Airman 1st Class David Mapel, is following in the footsteps of his father, Chief Master Sergeant Mark Mapel, as a CV-22 Osprey special mission aviator. The senior Mapel is currently the 1st Special Operations Group chief enlisted manager standards and evaluations.

Special missions aviators cover everything from pre-flight inspections of aircraft systems to the placement and delivery of all cargo on board.

They have multiple integral roles, monitoring all functions for the aircraft while providing weapon defense-including the former duties of flight engineers, loadmasters and gunners.

According to Airman Mapel, he went to college and found that it wasn’t for him but he told himself if he ever got tired of college he would join the Air Force.
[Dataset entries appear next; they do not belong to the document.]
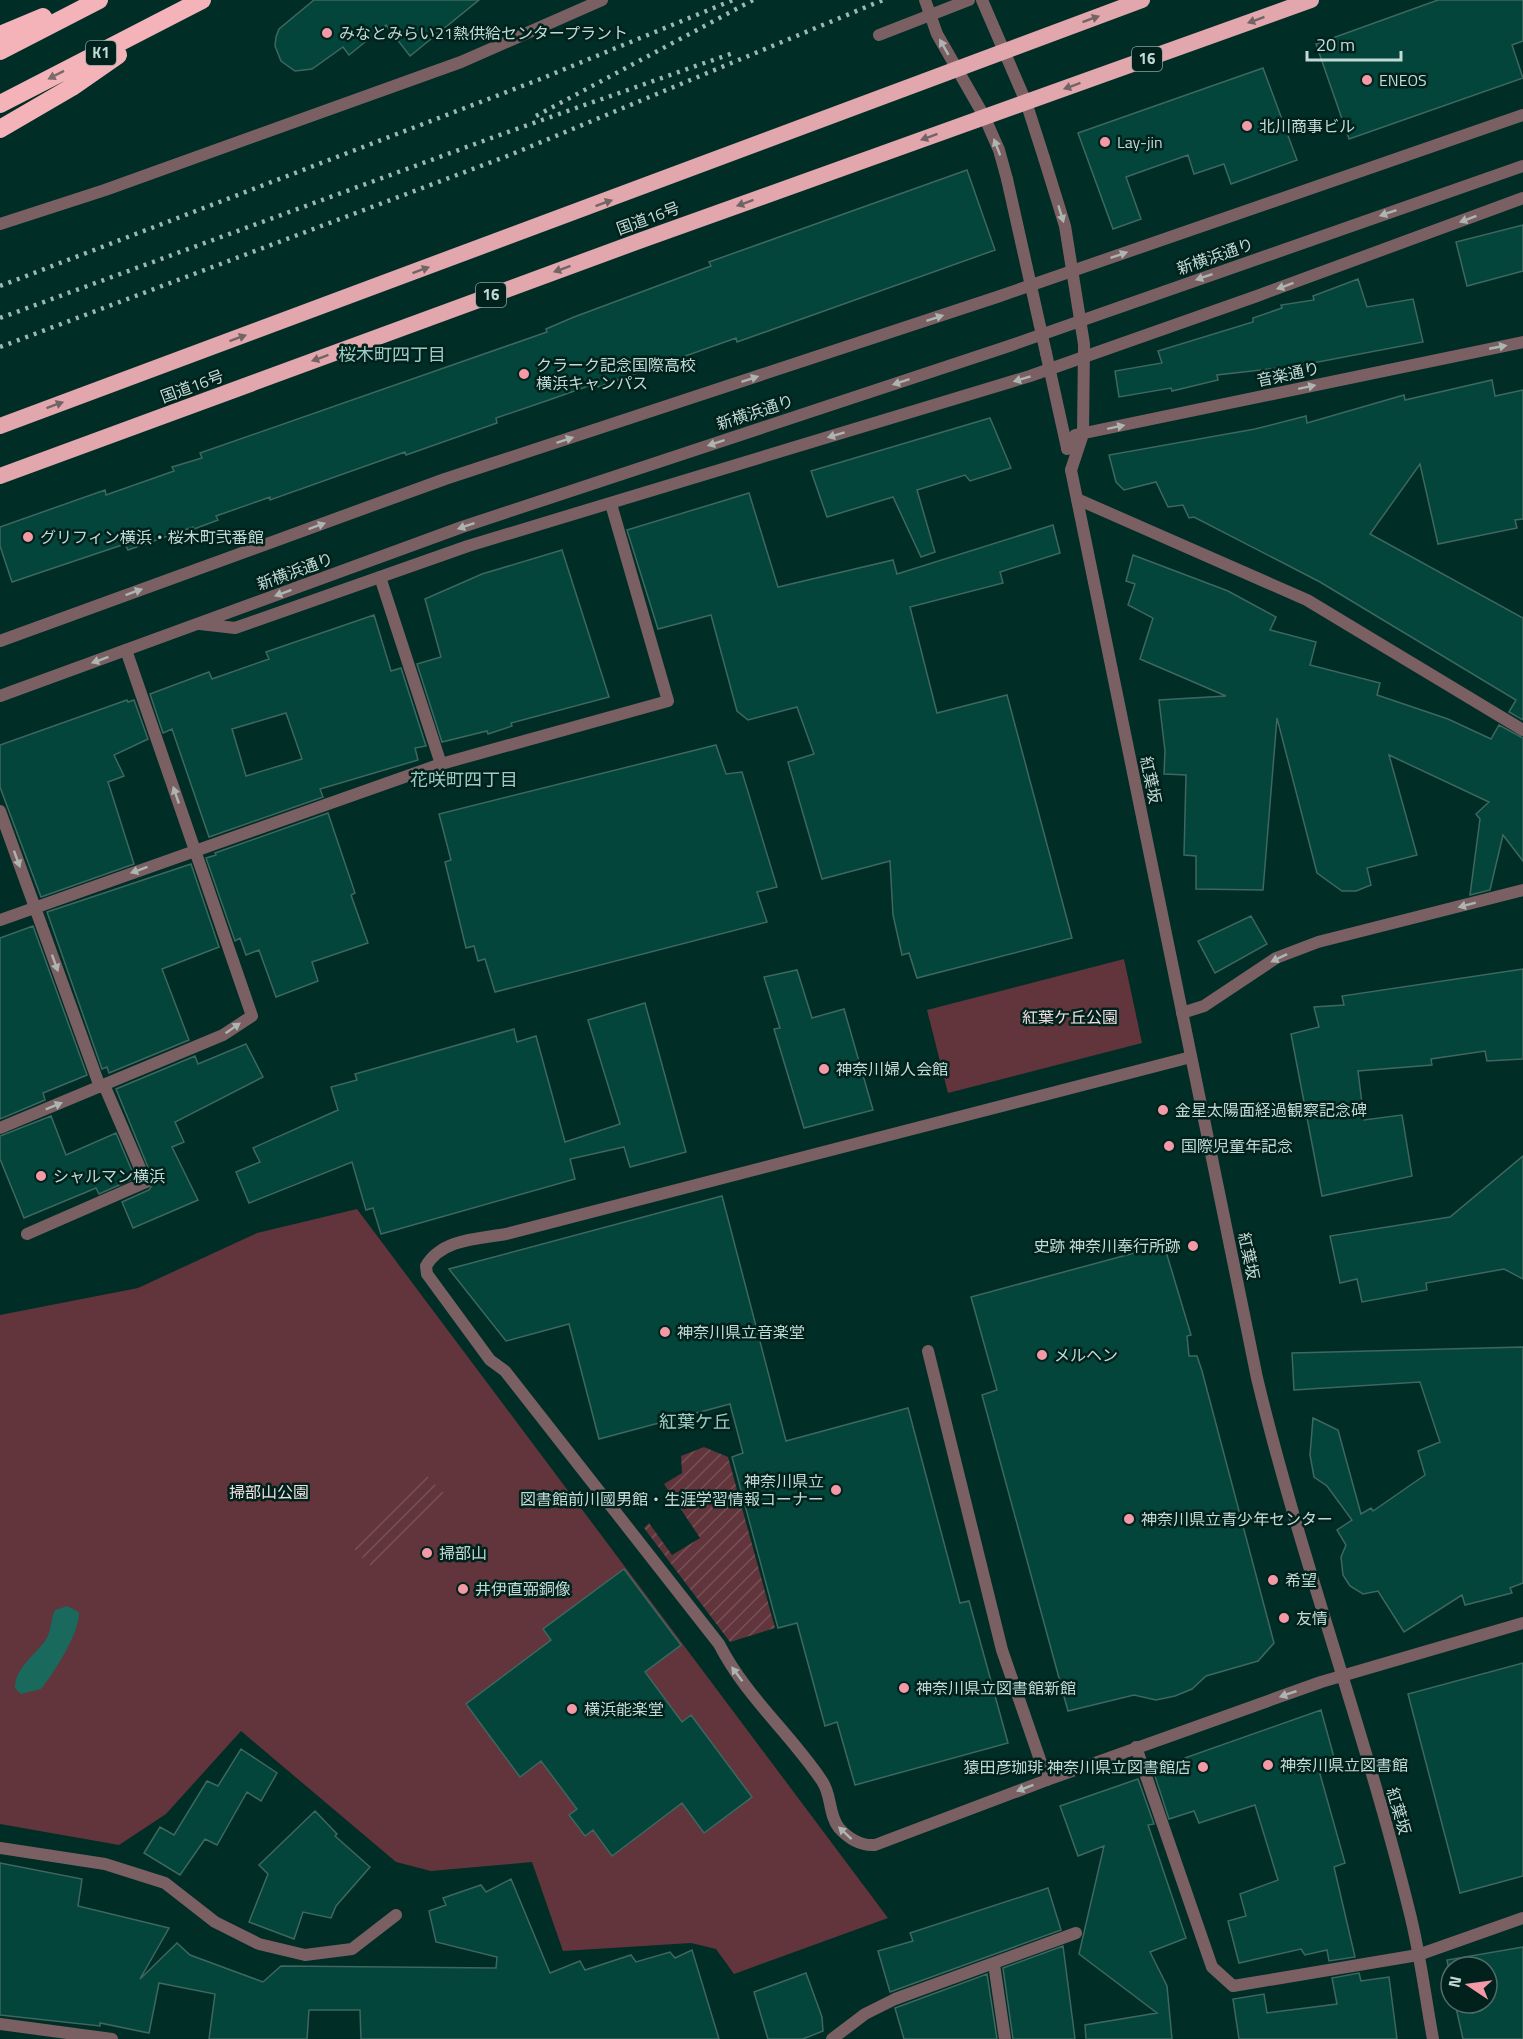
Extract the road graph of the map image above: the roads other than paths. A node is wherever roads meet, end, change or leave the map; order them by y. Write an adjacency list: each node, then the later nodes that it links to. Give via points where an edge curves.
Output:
1 (82, 0): 11 (highway)
2 (99, 0): 13 (highway)
3 (202, 0): 10 (highway, K1)
4 (602, 0): 23 (street, via 460,62)
5 (925, 0): 15 (street, 紅葉坂, one-way to 5, via 937,34)
6 (969, 0): 12 (street, bridge)
7 (982, 0): 14 (street)
8 (1142, 0): 14 (highway, 国道16号, one-way to 8)
9 (1311, 0): 16 (highway, 国道16号 / 16, one-way to 16)
10 (169, 19): 17 (highway, K1, one-way to 17); 20 (highway, via 72,87)
11 (0, 35)
12 (881, 39)
13 (0, 51)
14 (1004, 51): 15 (highway, 国道16号); 16 (street)
15 (957, 68): 19 (street, 紅葉坂); 27 (highway, 国道16号, one-way to 15)
16 (1026, 102): 19 (highway, 国道16号 / 16); 25 (street, one-way to 25, bridge, via 1065,226)
17 (0, 104)
18 (1523, 115): 36 (street, 新横浜通り, one-way to 18, via 446,479 1008,294)
19 (984, 116): 26 (street, 紅葉坂, one-way to 19, bridge, via 1007,179); 31 (highway, 国道16号 / 16, one-way to 31)
20 (0, 129)
21 (1523, 166): 35 (street, 新横浜通り, one-way to 35, via 1006,347 462,527)
22 (1523, 198): 25 (street, one-way to 25)
23 (0, 224)
24 (1523, 342): 28 (street, 音楽通り, one-way to 24)
25 (1085, 357): 26 (street); 28 (street)
26 (1050, 369): 29 (street, 紅葉坂); 33 (street, one-way to 33)
27 (0, 426)
28 (1083, 434): 29 (street, via 1075,435); 30 (street)
29 (1067, 449): 30 (street, 紅葉坂)
30 (1071, 470): 32 (street, 紅葉坂)
31 (0, 476)
32 (1077, 499): 39 (street, via 1307,600); 46 (street, 紅葉坂)
33 (611, 504): 34 (street, via 468,546); 40 (street, via 668,701)
34 (380, 577): 35 (street, via 235,628); 40 (street)
35 (197, 624): 37 (street, 新横浜通り)
36 (0, 641)
37 (126, 650): 38 (street, 新横浜通り, one-way to 38); 42 (street, one-way to 37)
38 (0, 696)
39 (1523, 730)
40 (441, 764): 42 (street)
41 (0, 811): 44 (street, one-way to 44)
42 (194, 851): 44 (street, one-way to 44); 48 (street, one-way to 42, via 223,1035 252,1016)
43 (1523, 890): 46 (street, one-way to 46, via 1318,942 1276,958 1204,1006)
44 (34, 908): 45 (street); 48 (street, one-way to 48)
45 (0, 920)
46 (1182, 1013): 47 (street, 紅葉坂)
47 (1191, 1057): 53 (street, 紅葉坂, via 1278,1466); 55 (street, one-way to 47, via 875,1845 864,1846 838,1827 821,1778 777,1727 719,1644 513,1380 483,1350 427,1274 426,1266 433,1253 456,1243 506,1234)
48 (102, 1086): 49 (street, one-way to 48); 50 (street, via 146,1182)
49 (0, 1128)
50 (27, 1234)
51 (928, 1351): 55 (street, via 1002,1650)
52 (1523, 1623): 53 (street)
53 (1343, 1674): 54 (street, one-way to 54); 60 (street, 紅葉坂, via 1410,1911)
54 (1136, 1748): 55 (street); 60 (street, via 1212,1967 1233,1986)
55 (1047, 1780)
56 (0, 1848): 57 (street, via 105,1864 165,1883 215,1922 259,1944 305,1955 352,1949)
57 (396, 1915)
58 (1523, 1918): 60 (street)
59 (1076, 1933): 61 (street)
60 (1418, 1955): 66 (street, 紅葉坂)
61 (994, 1964): 64 (street, via 895,2000 865,2014); 65 (street)
62 (0, 2024): 63 (street)
63 (112, 2039)
64 (832, 2039)
65 (1005, 2039)
66 (1433, 2039)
Once he enlisted, the son of a career special operations Airman knew exactly what he wanted to do.

“Being with the family I saw the job, the community, everyone in it and how close everyone was in the squadron, that’s why I wanted to go for special operations,” said Airman Mapel.

While at the Air Force Center of Excellence he placed his airframe selections with all special operations aircraft first. Knowing the background for the job, in combination with seeing the Osprey first hand helped his decision making.
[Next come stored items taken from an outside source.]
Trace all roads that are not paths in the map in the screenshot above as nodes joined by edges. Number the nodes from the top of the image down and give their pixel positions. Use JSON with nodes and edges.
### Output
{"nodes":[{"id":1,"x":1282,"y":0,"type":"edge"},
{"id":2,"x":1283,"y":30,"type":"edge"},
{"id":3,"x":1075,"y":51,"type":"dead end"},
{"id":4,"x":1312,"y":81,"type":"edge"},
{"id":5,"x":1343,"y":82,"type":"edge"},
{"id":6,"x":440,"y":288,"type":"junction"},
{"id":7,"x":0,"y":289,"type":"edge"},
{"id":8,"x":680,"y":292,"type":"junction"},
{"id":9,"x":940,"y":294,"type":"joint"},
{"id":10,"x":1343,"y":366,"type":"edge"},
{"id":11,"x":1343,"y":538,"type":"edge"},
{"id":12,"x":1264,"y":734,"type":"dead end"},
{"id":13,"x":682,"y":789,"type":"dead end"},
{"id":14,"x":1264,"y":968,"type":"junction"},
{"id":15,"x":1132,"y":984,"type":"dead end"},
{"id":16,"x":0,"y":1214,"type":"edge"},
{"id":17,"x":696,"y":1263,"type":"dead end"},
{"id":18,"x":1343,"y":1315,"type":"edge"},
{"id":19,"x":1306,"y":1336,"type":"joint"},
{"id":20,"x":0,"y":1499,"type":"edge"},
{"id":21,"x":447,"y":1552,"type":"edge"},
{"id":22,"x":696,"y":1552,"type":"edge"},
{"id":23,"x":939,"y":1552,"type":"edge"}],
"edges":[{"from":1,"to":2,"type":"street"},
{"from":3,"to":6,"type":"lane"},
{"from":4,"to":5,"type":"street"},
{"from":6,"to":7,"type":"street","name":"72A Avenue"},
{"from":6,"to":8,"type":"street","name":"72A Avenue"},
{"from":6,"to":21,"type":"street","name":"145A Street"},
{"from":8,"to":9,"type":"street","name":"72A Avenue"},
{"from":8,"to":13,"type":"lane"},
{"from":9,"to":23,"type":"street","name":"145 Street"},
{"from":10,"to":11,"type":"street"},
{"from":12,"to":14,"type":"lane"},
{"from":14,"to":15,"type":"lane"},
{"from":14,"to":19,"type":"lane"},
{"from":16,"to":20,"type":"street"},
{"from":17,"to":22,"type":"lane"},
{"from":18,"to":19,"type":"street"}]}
Chief Mapel wanted his son to attend college and get his bachelor’s degree then join the Air Force as a commissioned officer, because he regretted not following that same course himself. Chief went on to get his bachelor’s and master’s degrees while remaining enlisted. He has zero complaints about his career and would do it all over again but always wanted more for his kids.

Starting his career as an electro-environmental maintainer for five years, Chief Mapel cross-trained to be a flight engineer on the MH-53. After 12 years he changed airframes, moving over to the CV-22 Osprey. Eight years later he would make Chief, forcing a cross-train to the AC-130W, as a special mission aviator.

“One of the main reasons I joined and chose to do special operations was to try to make a difference in the world, so one day my kids didn’t have to,” said Chief Mapel. “Hopefully I was able to make a little bit of difference.”

The elder Mapel was no stranger to military influences growing up, his father was an U.S. Army infantrymen and his older brother was an U.S. Army Airborne Ranger. He also had several uncles that served in the Army and Marine Corps.

“Their service definitely impacted my decision to join and carry forward the heritage, pride in our military and pride in our country,” said Mapel.

With his own history in the special mission aviator world, Chief knows exactly what is in store for his son upon graduation. His apprehension is eased somewhat because he knows what is in store for Airman Mapel.

“I trust the community he is involved in and will be working with; in special operations we build families and take care of each other,” Chief Mapel said. “His community will take care of him and he will take care of his community, so I have no worries or fears.”

With his son following in his footsteps and close to graduating, Chief Mapel’s feelings for his son have heightened even more.

“I am very proud of him…It’s easy to say it’s the proudest thing [he’s] done to date,” said Chief Mapel. “I’m seriously trying to consider if there is anything else [he’s] done that’s more worthy than serving [his] country as special operations in the United States Air Force and honestly in my opinion, I don’t think there is.”